- Information -
'''
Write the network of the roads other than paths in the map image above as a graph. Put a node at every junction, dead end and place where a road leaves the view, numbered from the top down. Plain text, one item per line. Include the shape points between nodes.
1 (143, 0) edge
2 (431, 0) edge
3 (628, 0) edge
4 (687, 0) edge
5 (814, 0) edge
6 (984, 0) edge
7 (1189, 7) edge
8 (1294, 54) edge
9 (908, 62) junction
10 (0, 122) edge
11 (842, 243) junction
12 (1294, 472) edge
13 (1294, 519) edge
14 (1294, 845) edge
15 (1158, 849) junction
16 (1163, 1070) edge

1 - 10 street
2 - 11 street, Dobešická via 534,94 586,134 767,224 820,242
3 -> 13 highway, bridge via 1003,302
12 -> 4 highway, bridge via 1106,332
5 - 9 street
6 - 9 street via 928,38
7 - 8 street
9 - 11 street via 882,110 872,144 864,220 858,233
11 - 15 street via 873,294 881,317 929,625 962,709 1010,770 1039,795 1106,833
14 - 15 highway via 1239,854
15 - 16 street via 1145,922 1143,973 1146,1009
'''
- Task prompt -
From the records above, please extract every line and repeat it exactly.

- Task response -
Write the network of the roads other than paths in the map image above as a graph. Put a node at every junction, dead end and place where a road leaves the view, numbered from the top down. Plain text, one item per line. Include the shape points between nodes.
1 (143, 0) edge
2 (431, 0) edge
3 (628, 0) edge
4 (687, 0) edge
5 (814, 0) edge
6 (984, 0) edge
7 (1189, 7) edge
8 (1294, 54) edge
9 (908, 62) junction
10 (0, 122) edge
11 (842, 243) junction
12 (1294, 472) edge
13 (1294, 519) edge
14 (1294, 845) edge
15 (1158, 849) junction
16 (1163, 1070) edge

1 - 10 street
2 - 11 street, Dobešická via 534,94 586,134 767,224 820,242
3 -> 13 highway, bridge via 1003,302
12 -> 4 highway, bridge via 1106,332
5 - 9 street
6 - 9 street via 928,38
7 - 8 street
9 - 11 street via 882,110 872,144 864,220 858,233
11 - 15 street via 873,294 881,317 929,625 962,709 1010,770 1039,795 1106,833
14 - 15 highway via 1239,854
15 - 16 street via 1145,922 1143,973 1146,1009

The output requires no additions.